| Dataset |
____

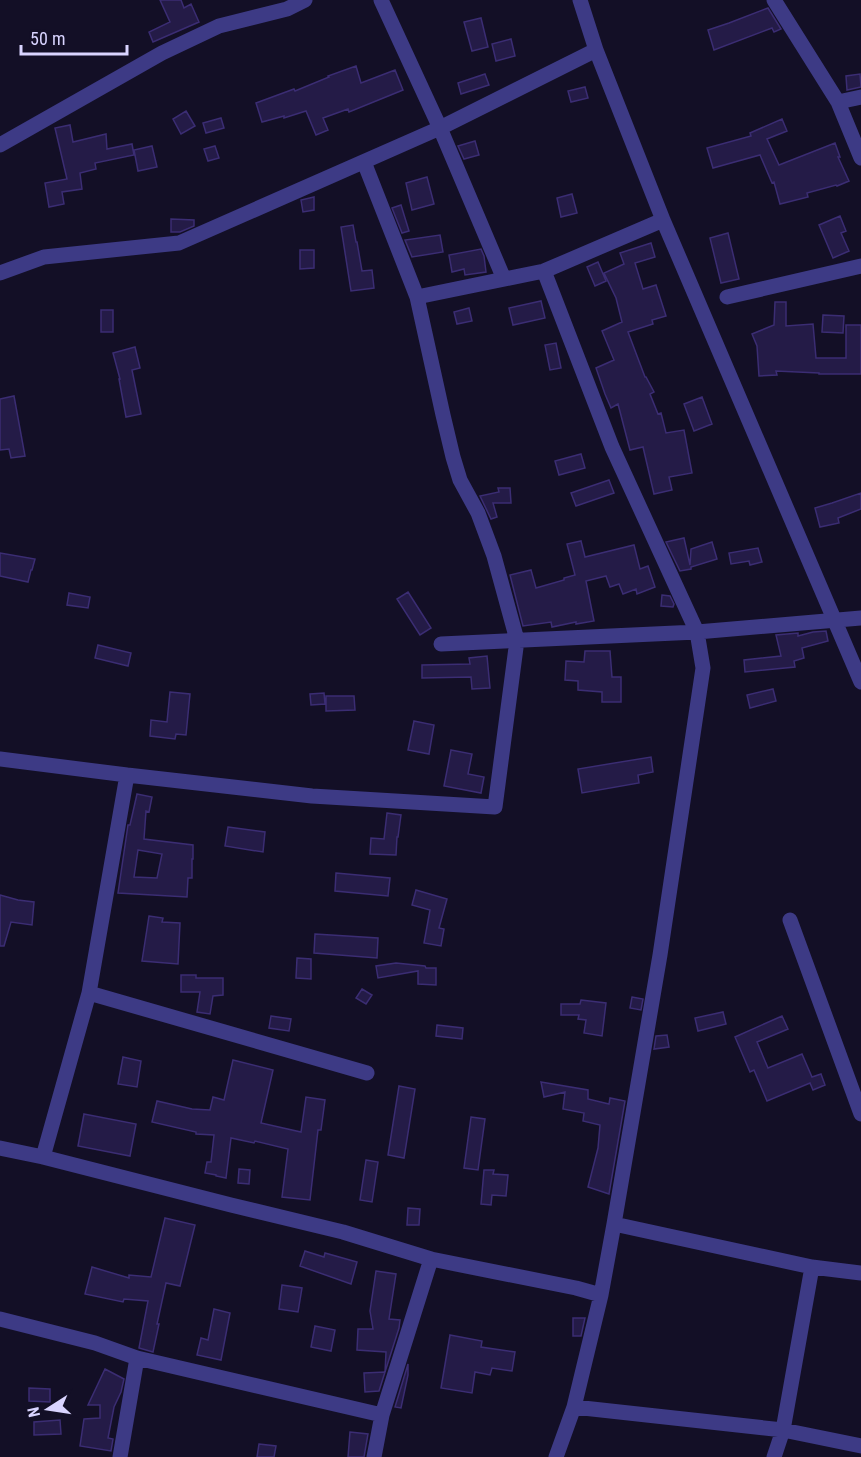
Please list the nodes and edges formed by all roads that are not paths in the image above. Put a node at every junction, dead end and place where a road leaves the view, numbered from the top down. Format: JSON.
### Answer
{"nodes":[{"id":1,"x":305,"y":0,"type":"edge"},
{"id":2,"x":381,"y":0,"type":"edge"},
{"id":3,"x":580,"y":0,"type":"edge"},
{"id":4,"x":774,"y":0,"type":"edge"},
{"id":5,"x":596,"y":50,"type":"junction"},
{"id":6,"x":861,"y":97,"type":"edge"},
{"id":7,"x":838,"y":102,"type":"junction"},
{"id":8,"x":441,"y":128,"type":"junction"},
{"id":9,"x":0,"y":145,"type":"edge"},
{"id":10,"x":861,"y":158,"type":"edge"},
{"id":11,"x":364,"y":162,"type":"junction"},
{"id":12,"x":663,"y":220,"type":"junction"},
{"id":13,"x":861,"y":266,"type":"edge"},
{"id":14,"x":544,"y":271,"type":"junction"},
{"id":15,"x":0,"y":273,"type":"edge"},
{"id":16,"x":504,"y":279,"type":"junction"},
{"id":17,"x":417,"y":297,"type":"junction"},
{"id":18,"x":727,"y":297,"type":"dead end"},
{"id":19,"x":861,"y":618,"type":"edge"},
{"id":20,"x":835,"y":621,"type":"junction"},
{"id":21,"x":697,"y":632,"type":"junction"},
{"id":22,"x":518,"y":640,"type":"junction"},
{"id":23,"x":441,"y":644,"type":"dead end"},
{"id":24,"x":861,"y":682,"type":"edge"},
{"id":25,"x":0,"y":759,"type":"edge"},
{"id":26,"x":127,"y":775,"type":"junction"},
{"id":27,"x":790,"y":921,"type":"dead end"},
{"id":28,"x":89,"y":993,"type":"junction"},
{"id":29,"x":367,"y":1073,"type":"dead end"},
{"id":30,"x":861,"y":1114,"type":"edge"},
{"id":31,"x":0,"y":1148,"type":"edge"},
{"id":32,"x":43,"y":1157,"type":"junction"},
{"id":33,"x":614,"y":1224,"type":"junction"},
{"id":34,"x":431,"y":1259,"type":"junction"},
{"id":35,"x":812,"y":1267,"type":"junction"},
{"id":36,"x":861,"y":1274,"type":"edge"},
{"id":37,"x":601,"y":1294,"type":"junction"},
{"id":38,"x":0,"y":1319,"type":"edge"},
{"id":39,"x":137,"y":1358,"type":"junction"},
{"id":40,"x":574,"y":1407,"type":"junction"},
{"id":41,"x":382,"y":1415,"type":"junction"},
{"id":42,"x":783,"y":1430,"type":"junction"},
{"id":43,"x":861,"y":1446,"type":"edge"},
{"id":44,"x":120,"y":1457,"type":"edge"},
{"id":45,"x":374,"y":1457,"type":"edge"},
{"id":46,"x":556,"y":1457,"type":"edge"},
{"id":47,"x":774,"y":1457,"type":"edge"}],
"edges":[{"from":1,"to":9,"type":"street"},
{"from":2,"to":8,"type":"street"},
{"from":3,"to":5,"type":"street"},
{"from":4,"to":7,"type":"street"},
{"from":5,"to":8,"type":"street"},
{"from":5,"to":12,"type":"street"},
{"from":6,"to":7,"type":"street"},
{"from":7,"to":10,"type":"street"},
{"from":8,"to":11,"type":"street"},
{"from":8,"to":16,"type":"street"},
{"from":11,"to":15,"type":"street"},
{"from":11,"to":17,"type":"street"},
{"from":12,"to":14,"type":"street"},
{"from":12,"to":20,"type":"street"},
{"from":13,"to":18,"type":"street"},
{"from":14,"to":16,"type":"street"},
{"from":14,"to":21,"type":"street"},
{"from":16,"to":17,"type":"street"},
{"from":17,"to":22,"type":"street"},
{"from":19,"to":20,"type":"street"},
{"from":20,"to":21,"type":"street"},
{"from":20,"to":24,"type":"street"},
{"from":21,"to":22,"type":"street"},
{"from":21,"to":33,"type":"street"},
{"from":22,"to":23,"type":"street"},
{"from":22,"to":26,"type":"street"},
{"from":25,"to":26,"type":"street"},
{"from":26,"to":28,"type":"street"},
{"from":27,"to":30,"type":"street"},
{"from":28,"to":29,"type":"street"},
{"from":28,"to":32,"type":"street"},
{"from":31,"to":32,"type":"street"},
{"from":32,"to":34,"type":"street"},
{"from":33,"to":35,"type":"street"},
{"from":33,"to":37,"type":"street"},
{"from":34,"to":37,"type":"street"},
{"from":34,"to":41,"type":"street"},
{"from":35,"to":36,"type":"street"},
{"from":35,"to":42,"type":"street"},
{"from":37,"to":40,"type":"street"},
{"from":38,"to":39,"type":"street"},
{"from":39,"to":41,"type":"street"},
{"from":39,"to":44,"type":"street"},
{"from":40,"to":42,"type":"street"},
{"from":40,"to":46,"type":"street"},
{"from":41,"to":45,"type":"street"},
{"from":42,"to":43,"type":"street"},
{"from":42,"to":47,"type":"street"}]}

____

| Requirement |
Which lines of the data above contain "dead"? Copy each one.

| Reply to the exercise |
Please list the nodes and edges formed by all roads that are not paths in the image above. Put a node at every junction, dead end and place where a road leaves the view, numbered from the top down. Format: JSON.
{"id":18,"x":727,"y":297,"type":"dead end"},
{"id":23,"x":441,"y":644,"type":"dead end"},
{"id":27,"x":790,"y":921,"type":"dead end"},
{"id":29,"x":367,"y":1073,"type":"dead end"},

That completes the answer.